En las primarias de julio de 2014 votó el 67% de la militancia socialista. Ayer, el 51,6%. Un 78,9 de los votantes se mostró a favor. Y el entorno del líder, Pedro Sánchez, estaba que no cabía en sí de gozo. ¡Pues que bien! Si ellos están contentos, a otra cosa. Y como la consulta no era vinculante, toma ya, ahora ha de respaldar el plan de Sánchez el Comité Federal, que se reunirá mañana lunes. Todo va sobre ruedas, excepto que todo sigue igual es decir, con el PSOE en manos de Pablo Iglesias para que Sánchez llegue a su sueño, el palacio de la Moncloa.

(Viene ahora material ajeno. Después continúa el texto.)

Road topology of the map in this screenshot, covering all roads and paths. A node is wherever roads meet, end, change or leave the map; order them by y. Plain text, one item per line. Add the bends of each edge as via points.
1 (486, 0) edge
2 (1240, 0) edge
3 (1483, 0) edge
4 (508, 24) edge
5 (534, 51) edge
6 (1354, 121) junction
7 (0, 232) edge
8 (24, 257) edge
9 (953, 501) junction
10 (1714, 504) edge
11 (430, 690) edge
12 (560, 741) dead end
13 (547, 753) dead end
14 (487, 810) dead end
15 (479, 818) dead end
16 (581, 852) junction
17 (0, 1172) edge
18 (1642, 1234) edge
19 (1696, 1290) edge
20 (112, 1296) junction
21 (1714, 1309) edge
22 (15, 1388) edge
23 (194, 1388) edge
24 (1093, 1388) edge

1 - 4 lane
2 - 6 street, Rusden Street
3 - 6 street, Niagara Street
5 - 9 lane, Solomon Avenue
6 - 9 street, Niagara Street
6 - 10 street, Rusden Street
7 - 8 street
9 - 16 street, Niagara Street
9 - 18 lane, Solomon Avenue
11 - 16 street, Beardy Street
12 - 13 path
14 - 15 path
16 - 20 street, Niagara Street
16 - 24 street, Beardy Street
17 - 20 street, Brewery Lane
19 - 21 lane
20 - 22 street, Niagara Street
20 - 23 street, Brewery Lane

La pregunta no se si era “un insulto a la inteligencia política”, como dijo el decano de la facultad de Filosofía de Granada, y militante del PSOE, José Antonio Pérez Tapias, que compitió con Pedro Sánchez y Eduardo Madina en las primarias de 2014. Pero se las traía, y no era un dechado de concreción. Vamos era la típica pregunta de referéndum que se convoca con maldita la gana de hacerlo, con cara de para qué me habré metido en este lío: “El PSOE ha alcanzado y propuesto acuerdos con distintas fuerzas políticas para apoyar la investidura de Pedro Sánchez a la presidencia del Gobierno. ¿Respaldas estos acuerdos para conformar un Gobierno progresista y reformista”. Como toda la política de Sánchez vaya a ser del tenor de la pregunta la cosa es como para salir corriendo.

La consulta se ha celebrado sin que se haya producido la prometida campaña explicativa que habían anunciado al regular la consulta. En el equipo de líder socialista me dicen que “no ha habido tiempo material, se han alargado las negociaciones, se ha hecho lo que se ha podido”.

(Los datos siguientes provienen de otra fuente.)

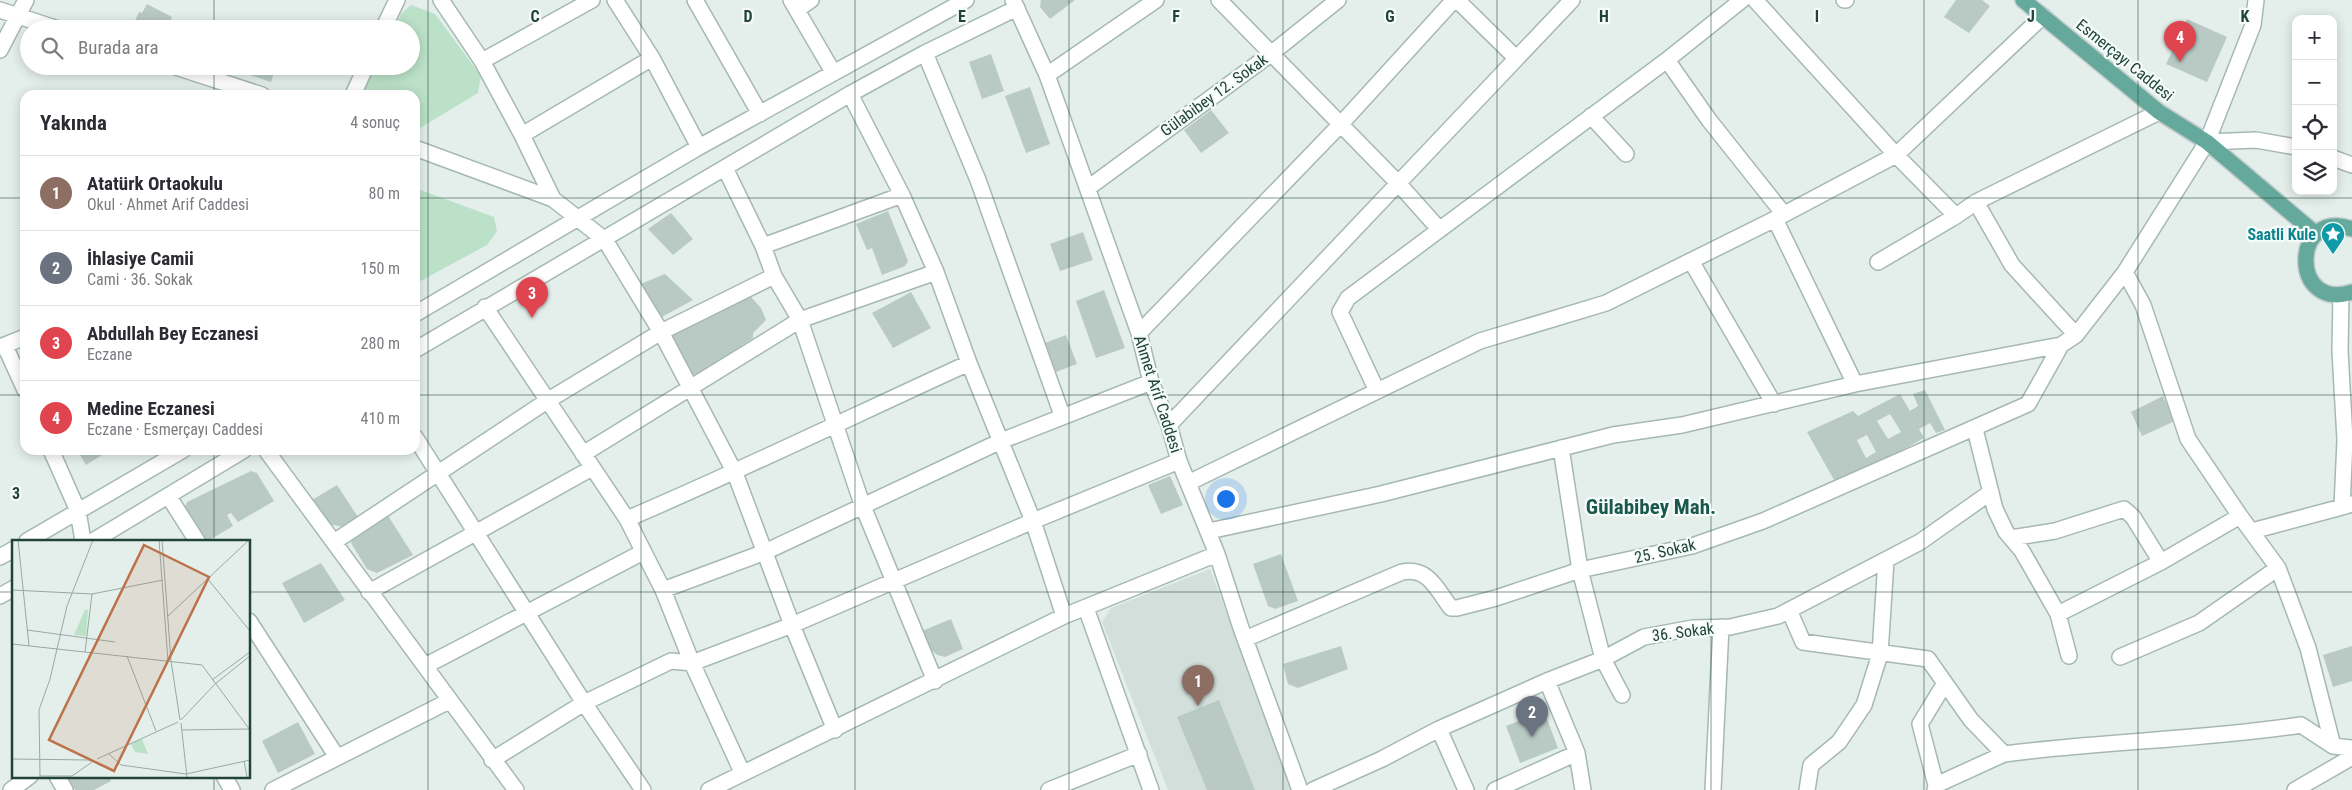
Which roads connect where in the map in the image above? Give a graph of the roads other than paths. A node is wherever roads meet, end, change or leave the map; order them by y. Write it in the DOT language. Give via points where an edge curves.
graph roads {
  1 [pos="26,0"];
  2 [pos="396,0"];
  3 [pos="441,0"];
  4 [pos="592,0"];
  5 [pos="615,0"];
  6 [pos="695,0"];
  7 [pos="811,0"];
  8 [pos="966,0"];
  9 [pos="1156,0"];
  10 [pos="1219,0"];
  11 [pos="1338,0"];
  12 [pos="1456,0"];
  13 [pos="1742,0"];
  14 [pos="1755,0"];
  15 [pos="2023,0"];
  16 [pos="2256,0"];
  17 [pos="1563,3"];
  18 [pos="1015,4"];
  19 [pos="794,5"];
  20 [pos="0,10"];
  21 [pos="18,16"];
  22 [pos="2043,16"];
  23 [pos="30,20"];
  24 [pos="387,20"];
  25 [pos="0,50"];
  26 [pos="925,53"];
  27 [pos="1272,53"];
  28 [pos="652,58"];
  29 [pos="1516,58"];
  30 [pos="1666,60"];
  31 [pos="482,61"];
  32 [pos="833,72"];
  33 [pos="201,75"];
  34 [pos="362,75"];
  35 [pos="1047,75"];
  36 [pos="247,90"];
  37 [pos="355,90"];
  38 [pos="850,94"];
  39 [pos="2159,112"];
  40 [pos="760,114"];
  41 [pos="1591,116"];
  42 [pos="1340,125"];
  43 [pos="522,136"];
  44 [pos="2207,142"];
  45 [pos="2292,146"];
  46 [pos="699,147"];
  47 [pos="420,150"];
  48 [pos="1626,154"];
  49 [pos="1896,155"];
  50 [pos="2337,159"];
  51 [pos="2352,165"];
  52 [pos="725,168"];
  53 [pos="1398,183"];
  54 [pos="1088,188"];
  55 [pos="902,195"];
  56 [pos="553,199"];
  57 [pos="1976,202"];
  58 [pos="1779,216"];
  59 [pos="1956,216"];
  60 [pos="577,218"];
  61 [pos="2351,227"];
  62 [pos="1439,229"];
  63 [pos="2316,234"];
  64 [pos="605,240"];
  65 [pos="763,246"];
  66 [pos="1691,261"];
  67 [pos="1878,262"];
  68 [pos="936,272"];
  69 [pos="2125,272"];
  70 [pos="774,276"];
  71 [pos="2346,293"];
  72 [pos="485,308"];
  73 [pos="420,311"];
  74 [pos="800,320"];
  75 [pos="661,332"];
  76 [pos="1139,333"];
  77 [pos="2076,335"];
  78 [pos="20,339"];
  79 [pos="2061,345"];
  80 [pos="3,346"];
  81 [pos="420,347"];
  82 [pos="969,363"];
  83 [pos="20,380"];
  84 [pos="1151,382"];
  85 [pos="1855,384"];
  86 [pos="688,388"];
  87 [pos="1377,391"];
  88 [pos="546,400"];
  89 [pos="1774,404"];
  90 [pos="1062,415"];
  91 [pos="835,423"];
  92 [pos="1169,425"];
  93 [pos="1975,428"];
  94 [pos="1002,441"];
  95 [pos="420,445"];
  96 [pos="1561,448"];
  97 [pos="583,454"];
  98 [pos="53,455"];
  99 [pos="174,455"];
  100 [pos="236,455"];
  101 [pos="270,455"];
  102 [pos="1179,461"];
  103 [pos="592,468"];
  104 [pos="436,472"];
  105 [pos="735,473"];
  106 [pos="1188,483"];
  107 [pos="1991,492"];
  108 [pos="168,497"];
  109 [pos="862,504"];
  110 [pos="2347,505"];
  111 [pos="78,511"];
  112 [pos="2240,516"];
  113 [pos="627,519"];
  114 [pos="1033,521"];
  115 [pos="1209,531"];
  116 [pos="2252,531"];
  117 [pos="475,533"];
  118 [pos="2011,538"];
  119 [pos="29,540"];
  120 [pos="83,540"];
  121 [pos="95,540"];
  122 [pos="196,540"];
  123 [pos="334,542"];
  124 [pos="12,550"];
  125 [pos="642,552"];
  126 [pos="765,552"];
  127 [pos="1217,554"];
  128 [pos="0,557"];
  129 [pos="1886,560"];
  130 [pos="2161,562"];
  131 [pos="2278,568"];
  132 [pos="1580,570"];
  133 [pos="894,582"];
  134 [pos="12,589"];
  135 [pos="663,590"];
  136 [pos="369,592"];
  137 [pos="0,596"];
  138 [pos="1086,608"];
  139 [pos="1789,610"];
  140 [pos="525,612"];
  141 [pos="2058,614"];
  142 [pos="1064,616"];
  143 [pos="250,623"];
  144 [pos="792,625"];
  145 [pos="1720,627"];
  146 [pos="1245,639"];
  147 [pos="1880,654"];
  148 [pos="2070,656"];
  149 [pos="2120,657"];
  150 [pos="1603,659"];
  151 [pos="692,663"];
  152 [pos="424,666"];
  153 [pos="935,681"];
  154 [pos="1547,681"];
  155 [pos="1945,683"];
  156 [pos="1622,695"];
  157 [pos="449,701"];
  158 [pos="584,703"];
  159 [pos="1439,729"];
  160 [pos="835,730"];
  161 [pos="2334,746"];
  162 [pos="2352,748"];
  163 [pos="1577,753"];
  164 [pos="1139,754"];
  165 [pos="2004,754"];
  166 [pos="337,757"];
  167 [pos="2352,757"];
  168 [pos="492,760"];
  169 [pos="742,772"];
  170 [pos="27,778"];
  171 [pos="58,778"];
  172 [pos="225,778"];
  173 [pos="1936,787"];
  174 [pos="11,790"];
  175 [pos="65,790"];
  176 [pos="232,790"];
  177 [pos="273,790"];
  178 [pos="516,790"];
  179 [pos="643,790"];
  180 [pos="709,790"];
  181 [pos="1049,790"];
  182 [pos="1151,790"];
  183 [pos="1300,790"];
  184 [pos="1313,790"];
  185 [pos="1466,790"];
  186 [pos="1495,790"];
  187 [pos="1583,790"];
  188 [pos="1713,790"];
  189 [pos="1807,790"];
  190 [pos="2295,790"];
  1 -- 21 [label="street"];
  2 -- 24 [label="street"];
  3 -- 31 [label="street"];
  4 -- 31 [label="street"];
  5 -- 28 [label="street"];
  6 -- 40 [label="street"];
  7 -- 19 [label="street"];
  8 -- 32 [label="street"];
  9 -- 35 [label="street"];
  10 -- 27 [label="street"];
  11 -- 27 [label="street, Gülabibey 12. Sokak"];
  12 -- 29 [label="street"];
  12 -- 42 [label="street"];
  13 -- 30 [label="street"];
  14 -- 49 [label="street"];
  15 -- 22 [label="main road, Esmerçayı Caddesi"];
  16 -- 44 [label="street" via="2253,26"];
  17 -- 29 [label="street"];
  18 -- 26 [label="street"];
  18 -- 35 [label="street, Ahmet Arif Caddesi"];
  19 -- 32 [label="street"];
  20 -- 21 [label="street"];
  21 -- 23 [label="street"];
  21 -- 25 [label="street"];
  22 -- 39 [label="main road, Esmerçayı Caddesi"];
  22 -- 49 [label="street"];
  26 -- 38 [label="street"];
  26 -- 90 [label="street" via="978,180"];
  27 -- 42 [label="street"];
  27 -- 54 [label="street, Gülabibey 12. Sokak"];
  28 -- 43 [label="street"];
  28 -- 46 [label="street"];
  29 -- 53 [label="street"];
  30 -- 41 [label="street"];
  30 -- 58 [label="street"];
  31 -- 43 [label="street"];
  32 -- 40 [label="street"];
  33 -- 36 [label="street"];
  34 -- 37 [label="street"];
  35 -- 54 [label="street, Ahmet Arif Caddesi"];
  38 -- 52 [label="street"];
  38 -- 55 [label="street"];
  39 -- 44 [label="main road, Esmerçayı Caddesi"];
  39 -- 57 [label="street"];
  40 -- 46 [label="street"];
  41 -- 48 [label="street"];
  41 -- 62 [label="street"];
  42 -- 53 [label="street"];
  42 -- 76 [label="street"];
  43 -- 56 [label="street"];
  44 -- 45 [label="street" via="2256,140"];
  44 -- 63 [label="main road, Esmerçayı Caddesi"];
  44 -- 69 [label="street"];
  46 -- 60 [label="street"];
  47 -- 56 [label="street"];
  49 -- 58 [label="street"];
  49 -- 59 [label="street"];
  50 -- 51 [label="street"];
  52 -- 64 [label="street"];
  52 -- 65 [label="street"];
  53 -- 62 [label="street"];
  53 -- 92 [label="street"];
  54 -- 76 [label="street, Ahmet Arif Caddesi"];
  55 -- 65 [label="street"];
  55 -- 68 [label="street"];
  56 -- 60 [label="street"];
  57 -- 59 [label="street"];
  57 -- 77 [label="street" via="2012,265"];
  58 -- 66 [label="street"];
  58 -- 85 [label="street"];
  59 -- 67 [label="street"];
  60 -- 64 [label="street"];
  60 -- 73 [label="street"];
  61 -- 63 [label="main road" via="2327,228"];
  62 -- 87 [label="street" via="1348,298 1340,312"];
  63 -- 71 [label="main road" via="2305,254 2308,276 2323,291"];
  64 -- 72 [label="street"];
  64 -- 75 [label="street"];
  65 -- 70 [label="street"];
  66 -- 87 [label="street" via="1606,303 1480,341"];
  66 -- 89 [label="street"];
  68 -- 74 [label="street"];
  68 -- 82 [label="street"];
  69 -- 77 [label="street"];
  69 -- 112 [label="street" via="2143,304 2188,438"];
  70 -- 74 [label="street"];
  70 -- 75 [label="street"];
  71 -- 110 [label="street" via="2340,351"];
  72 -- 81 [label="street"];
  72 -- 88 [label="street"];
  74 -- 86 [label="street"];
  74 -- 91 [label="street"];
  75 -- 86 [label="street"];
  75 -- 88 [label="street"];
  76 -- 84 [label="street, Ahmet Arif Caddesi"];
  77 -- 79 [label="street"];
  78 -- 80 [label="street"];
  79 -- 85 [label="street"];
  79 -- 93 [label="street, 25. Sokak" via="2028,404"];
  80 -- 83 [label="street"];
  82 -- 91 [label="street"];
  82 -- 94 [label="street"];
  84 -- 90 [label="street"];
  84 -- 92 [label="street, Ahmet Arif Caddesi"];
  85 -- 89 [label="street"];
  86 -- 97 [label="street"];
  86 -- 105 [label="street"];
  87 -- 106 [label="street"];
  88 -- 97 [label="street"];
  88 -- 104 [label="street"];
  89 -- 96 [label="street"];
  90 -- 94 [label="street"];
  91 -- 105 [label="street"];
  91 -- 109 [label="street"];
  92 -- 102 [label="street, Ahmet Arif Caddesi"];
  93 -- 107 [label="street"];
  93 -- 132 [label="street, 25. Sokak" via="1763,521 1692,546"];
  94 -- 109 [label="street"];
  94 -- 114 [label="street"];
  95 -- 104 [label="street"];
  96 -- 115 [label="street" via="1380,494"];
  96 -- 132 [label="street"];
  97 -- 103 [label="street"];
  98 -- 111 [label="street"];
  99 -- 111 [label="street"];
  100 -- 108 [label="street"];
  101 -- 123 [label="street"];
  102 -- 106 [label="street, Ahmet Arif Caddesi"];
  102 -- 114 [label="street"];
  103 -- 113 [label="street"];
  103 -- 117 [label="street"];
  104 -- 117 [label="street"];
  104 -- 123 [label="street"];
  105 -- 113 [label="street"];
  105 -- 126 [label="street"];
  106 -- 115 [label="street, Ahmet Arif Caddesi"];
  107 -- 118 [label="street" via="1995,509"];
  107 -- 129 [label="street, 36. Sokak" via="1920,542"];
  108 -- 121 [label="street"];
  108 -- 122 [label="street"];
  109 -- 126 [label="street"];
  109 -- 133 [label="street"];
  110 -- 116 [label="street"];
  111 -- 119 [label="street"];
  111 -- 120 [label="street"];
  112 -- 116 [label="street"];
  112 -- 130 [label="street"];
  113 -- 125 [label="street"];
  114 -- 133 [label="street"];
  114 -- 142 [label="street"];
  115 -- 127 [label="street, Ahmet Arif Caddesi"];
  116 -- 131 [label="street"];
  117 -- 136 [label="street"];
  117 -- 140 [label="street"];
  118 -- 130 [label="street" via="2056,532 2124,509 2133,516"];
  118 -- 141 [label="street" via="2022,551"];
  123 -- 136 [label="street"];
  124 -- 128 [label="street"];
  125 -- 135 [label="street"];
  125 -- 140 [label="street"];
  126 -- 135 [label="street"];
  126 -- 144 [label="street"];
  127 -- 138 [label="street"];
  127 -- 146 [label="street, Ahmet Arif Caddesi"];
  129 -- 139 [label="street, 36. Sokak"];
  129 -- 147 [label="street"];
  130 -- 141 [label="street"];
  131 -- 149 [label="street" via="2199,623"];
  131 -- 161 [label="street" via="2308,648"];
  132 -- 146 [label="street, 25. Sokak" via="1496,598 1451,608 1420,572 1402,572"];
  132 -- 150 [label="street"];
  133 -- 144 [label="street"];
  133 -- 153 [label="street"];
  134 -- 137 [label="street"];
  135 -- 151 [label="street"];
  136 -- 152 [label="street"];
  138 -- 142 [label="street"];
  138 -- 164 [label="street"];
  139 -- 145 [label="street, 36. Sokak" via="1778,616"];
  139 -- 147 [label="street" via="1803,642"];
  140 -- 152 [label="street"];
  140 -- 158 [label="street"];
  141 -- 148 [label="street"];
  142 -- 153 [label="street"];
  143 -- 166 [label="street"];
  144 -- 151 [label="street"];
  144 -- 160 [label="street"];
  145 -- 150 [label="street, 36. Sokak" via="1692,628 1644,637"];
  145 -- 188 [label="street"];
  146 -- 183 [label="street, Ahmet Arif Caddesi"];
  147 -- 155 [label="street" via="1928,659"];
  147 -- 189 [label="street" via="1864,704 1839,742 1811,766"];
  150 -- 154 [label="street, 36. Sokak"];
  150 -- 156 [label="street"];
  151 -- 158 [label="street" via="671,661"];
  151 -- 169 [label="street"];
  152 -- 157 [label="street"];
  153 -- 160 [label="street"];
  154 -- 159 [label="street, 36. Sokak"];
  154 -- 163 [label="street"];
  155 -- 165 [label="street" via="1971,720"];
  155 -- 173 [label="street" via="1920,724"];
  157 -- 166 [label="street"];
  157 -- 168 [label="street"];
  158 -- 168 [label="street"];
  158 -- 179 [label="street"];
  159 -- 184 [label="street, 36. Sokak"];
  159 -- 185 [label="street"];
  160 -- 169 [label="street"];
  161 -- 162 [label="street"];
  161 -- 165 [label="street" via="2301,725 2242,734 2140,740"];
  163 -- 186 [label="street"];
  163 -- 187 [label="street"];
  164 -- 181 [label="street"];
  164 -- 182 [label="street"];
  165 -- 173 [label="street"];
  166 -- 177 [label="street"];
  167 -- 190 [label="street"];
  168 -- 178 [label="street"];
  169 -- 180 [label="street"];
  170 -- 174 [label="street"];
  171 -- 175 [label="street"];
  172 -- 176 [label="street"];
}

Como en la pregunta no se mencionaba el pacto con Ciudadanos, la militancia del PSOE lo que ha avalado en esta consulta es que Sánchez pacte con quien estime conveniente, con quien a él le venga en gana. Lo cual, a mí al menos, me parece una curiosa forma de hacer política. Sí, ya se que dicen que es un pacto para un Gobierno progresista y reformista, pero los mismos que dicen eso ponían a parir a Ciudadanos hasta hace un cuarto de hora.

Pero en el PSOE, pese a todo, hay división de opiniones. Hablé anoche con tres dirigentes, de tres generaciones diferentes. El mayor, ya un poco jarrón chino, me dijo que “el resultado es el que es, gato blanco o gato negro, como decía Felipe, lo importante es que cace ratones. Ha ganado el sí, y ahora a ver cómo saca adelante Sánchez la investidura”. El veterano pero aún joven, con trienios en el Congreso, cree que “no es para estar muy satisfechos, pero no se puede cuestionar que Sánchez llega el martes avalado por la militancia y por el Comité Federal del lunes. Y esto es la democracia interna, que aprenda el PP”. Y una joven e inquieta militante considera por el contrario que Pedro Sánchez “se ha llevado otro revolcón. La participación es baja, y ese 78,9 a favor es en realidad un 35 o un 36% de apoyo, lo cual es patético, y evidencia un rechazo incuestionable. Pero es igual porque esto era una pantomima”.

Así esta el patio. Y pese a todo, aunque los dirigentes del PSOE saben que hay mucha contestación por abajo, estaban satisfechos y yo diría que hasta aliviados, pues como me comentaba un miembro del equipo de Sánchez por la mañana, “ojo que las armas las carga el diablo, y como la militancia no apoye masivamente, aunque la consulta no es vinculante, tendríamos un severo problema. Me preocupa que vote poca gente, eso sería un desastre, pero ojala salga bien, no las tengo todas conmigo”.

Pero, todo hay que decirlo, cuando Podemos o Ciudadanos han consultado a sus bases, por lo general no se han acercado al 50% de participación, y este dato era utilizado ayer por el equipo de Sánchez para sacar pecho: “Lecciones de democracia interna, a nosotros ni una”.

Pues eso, que terminada la consulta del PSOE todo sigue igual. Con un acuerdo que en sí mismo no vale para nada, y pendientes de dos milagros para que los españoles tengamos Gobierno: que Podemos vote a favor de Sánchez o que Sánchez acepte una gran coalición con PP y Ciudadanos. Esto es lo que hay. Un fuerte olor a nuevas elecciones, con todo lo que ello conlleva. Poco bueno.